Is it any wonder that I'm sitting here now, 10 days after I initially got got sick, JUST AS SICK as when I started. As the kids say today, FML.
During work today, each passing 30 minutes found me feeling worse and worse. Once I started getting side-eyes from my staff who preferred to talk to me from my office door instead of coming in like they usually do, I knew it was bad. We have SARS and Avian Flu to thank for this new way of looking at being sick. One sneeze in public, and people look at you like you just ripped a head off of a baby chicken with your bare teeth. Colds and flu are the new leprosy, so what you do with yourself while sick has become just as much a social issue as a health issue. Where you used to be looked at as a soldier if you managed to come to work while under the weather, that type of dedication is no longer admired (however, you're still expected to get back on track as soon as you get well - that's another story).
All that being said, I went to my doctor today, and among other things, he prescribed that I stay home for the rest of the week and "relax". I had a moment of internal panic, but then common sense settled in and I realized he was right. I need to slow down. Lately, because of various good and not so good things, I've been on the go like crazy. Training for my upcoming 10K run, blogging, networking, taking care of family, being there for friends, house hunting, paying bills, the 9-5...the hustle doesn't stop - until your body won't go any further.

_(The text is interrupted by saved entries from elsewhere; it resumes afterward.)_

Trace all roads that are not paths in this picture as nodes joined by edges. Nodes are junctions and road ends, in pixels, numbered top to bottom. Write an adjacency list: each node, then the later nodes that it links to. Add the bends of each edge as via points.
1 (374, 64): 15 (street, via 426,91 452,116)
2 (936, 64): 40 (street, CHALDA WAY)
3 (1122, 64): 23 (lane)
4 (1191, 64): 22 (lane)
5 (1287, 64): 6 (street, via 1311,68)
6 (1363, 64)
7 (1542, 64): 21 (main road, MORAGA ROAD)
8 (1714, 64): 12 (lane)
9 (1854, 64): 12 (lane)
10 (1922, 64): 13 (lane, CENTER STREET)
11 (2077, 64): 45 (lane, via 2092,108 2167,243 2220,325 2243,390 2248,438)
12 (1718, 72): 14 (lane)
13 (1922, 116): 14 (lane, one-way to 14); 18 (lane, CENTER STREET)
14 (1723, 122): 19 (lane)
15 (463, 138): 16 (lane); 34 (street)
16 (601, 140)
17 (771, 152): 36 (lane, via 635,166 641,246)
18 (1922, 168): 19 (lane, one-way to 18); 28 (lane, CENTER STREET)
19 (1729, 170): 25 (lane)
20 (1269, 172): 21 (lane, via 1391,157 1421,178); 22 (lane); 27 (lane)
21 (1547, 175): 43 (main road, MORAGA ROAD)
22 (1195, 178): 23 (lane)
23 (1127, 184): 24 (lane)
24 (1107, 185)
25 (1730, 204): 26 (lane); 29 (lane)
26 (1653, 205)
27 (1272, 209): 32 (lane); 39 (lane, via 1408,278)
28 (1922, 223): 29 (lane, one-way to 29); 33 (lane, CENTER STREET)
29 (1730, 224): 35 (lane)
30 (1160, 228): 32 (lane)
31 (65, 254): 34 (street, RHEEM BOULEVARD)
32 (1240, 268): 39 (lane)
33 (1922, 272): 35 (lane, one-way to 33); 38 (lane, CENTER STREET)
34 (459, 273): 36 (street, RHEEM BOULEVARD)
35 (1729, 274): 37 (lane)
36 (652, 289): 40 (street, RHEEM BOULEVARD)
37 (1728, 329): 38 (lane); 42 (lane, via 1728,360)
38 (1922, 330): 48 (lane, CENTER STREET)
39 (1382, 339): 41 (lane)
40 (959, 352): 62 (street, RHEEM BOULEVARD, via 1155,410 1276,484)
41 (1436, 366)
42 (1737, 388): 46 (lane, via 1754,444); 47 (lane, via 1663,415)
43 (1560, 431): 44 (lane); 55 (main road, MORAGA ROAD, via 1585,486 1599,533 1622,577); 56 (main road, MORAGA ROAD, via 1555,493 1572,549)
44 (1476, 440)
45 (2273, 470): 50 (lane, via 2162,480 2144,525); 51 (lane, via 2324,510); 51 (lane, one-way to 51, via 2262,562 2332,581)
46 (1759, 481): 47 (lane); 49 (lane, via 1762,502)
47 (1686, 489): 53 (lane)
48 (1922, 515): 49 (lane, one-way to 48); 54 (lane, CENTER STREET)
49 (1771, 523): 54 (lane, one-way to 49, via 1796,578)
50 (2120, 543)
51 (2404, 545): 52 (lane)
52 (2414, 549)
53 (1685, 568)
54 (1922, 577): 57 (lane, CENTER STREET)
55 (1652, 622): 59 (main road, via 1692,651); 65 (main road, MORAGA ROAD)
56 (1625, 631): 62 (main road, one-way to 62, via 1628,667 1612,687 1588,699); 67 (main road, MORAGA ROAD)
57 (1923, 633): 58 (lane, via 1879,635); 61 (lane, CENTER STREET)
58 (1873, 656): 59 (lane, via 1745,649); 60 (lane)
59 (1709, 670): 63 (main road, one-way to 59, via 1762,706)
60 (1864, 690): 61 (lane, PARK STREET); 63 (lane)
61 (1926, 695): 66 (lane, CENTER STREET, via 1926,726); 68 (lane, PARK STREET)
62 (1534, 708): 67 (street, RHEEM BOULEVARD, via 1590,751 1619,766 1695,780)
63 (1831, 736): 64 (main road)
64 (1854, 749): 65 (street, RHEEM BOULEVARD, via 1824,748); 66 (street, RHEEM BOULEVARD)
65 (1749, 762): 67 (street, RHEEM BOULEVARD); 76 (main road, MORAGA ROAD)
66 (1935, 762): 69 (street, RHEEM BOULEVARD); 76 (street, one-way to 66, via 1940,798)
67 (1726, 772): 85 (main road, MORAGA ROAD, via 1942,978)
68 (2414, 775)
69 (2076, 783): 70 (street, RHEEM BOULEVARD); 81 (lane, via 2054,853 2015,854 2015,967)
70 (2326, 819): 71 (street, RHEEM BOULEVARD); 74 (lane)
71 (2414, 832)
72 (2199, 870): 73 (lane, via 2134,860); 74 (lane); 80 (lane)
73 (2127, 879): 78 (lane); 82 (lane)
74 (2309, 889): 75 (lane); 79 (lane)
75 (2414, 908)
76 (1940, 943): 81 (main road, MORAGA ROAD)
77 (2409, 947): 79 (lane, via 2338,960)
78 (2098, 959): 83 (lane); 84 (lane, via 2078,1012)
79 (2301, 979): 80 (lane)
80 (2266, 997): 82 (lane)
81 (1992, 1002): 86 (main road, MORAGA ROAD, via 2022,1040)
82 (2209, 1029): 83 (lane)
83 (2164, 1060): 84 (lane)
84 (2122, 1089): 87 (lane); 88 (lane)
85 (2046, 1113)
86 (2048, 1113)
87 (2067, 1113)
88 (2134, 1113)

While I recuperate this week, I've got to put some things into perspective. For one, I have to throw away that ridiculous "they sleep, we grind" mentality. Can't grind when you have ZERO energy. Next, I have to learn to say "no." As much as I usually feel like the Black Superwoman, I can't do everything and be everything to everyone. I also have to make better use of my time. Procrastination is my life-long enemy, and I need to do a better job of honing my energies into focused projects. My mind is usually like a water hose that's spewing madly all over the place - I need to turn that into a lazer beam. Lastly (and most importantly), I have to de-stress! Goodness. I don't know how many times I have to tell myself that (and have it screamed at me by others), but now I feel it. I know I can manage everything on my plate, but I just need to come up with a new way of managing.
Let this be a lesson, y'all. Learn to listen to your body, because if you don't, it'll show you who's boss. Right now, I've got to slow it down so that I can go full speed ahead later, and my Taurean stubbornness has to take a backseat. A hard head makes for a soft behind, and what sweet nanny goat wi' run him belly....or something like that. My mom has shouted enough West Indian sayings at me to chide me for running myself into the ground, so now it's time to take heed and take some time to relax.
How good are you at listening to your body? Have you ever reached your crash point? If you've worked out a good life balance, please let a sista know how you went about it! Truth be told, I'm looking forward to doing a lot of writing this week - but I swear, I'll focus on getting well!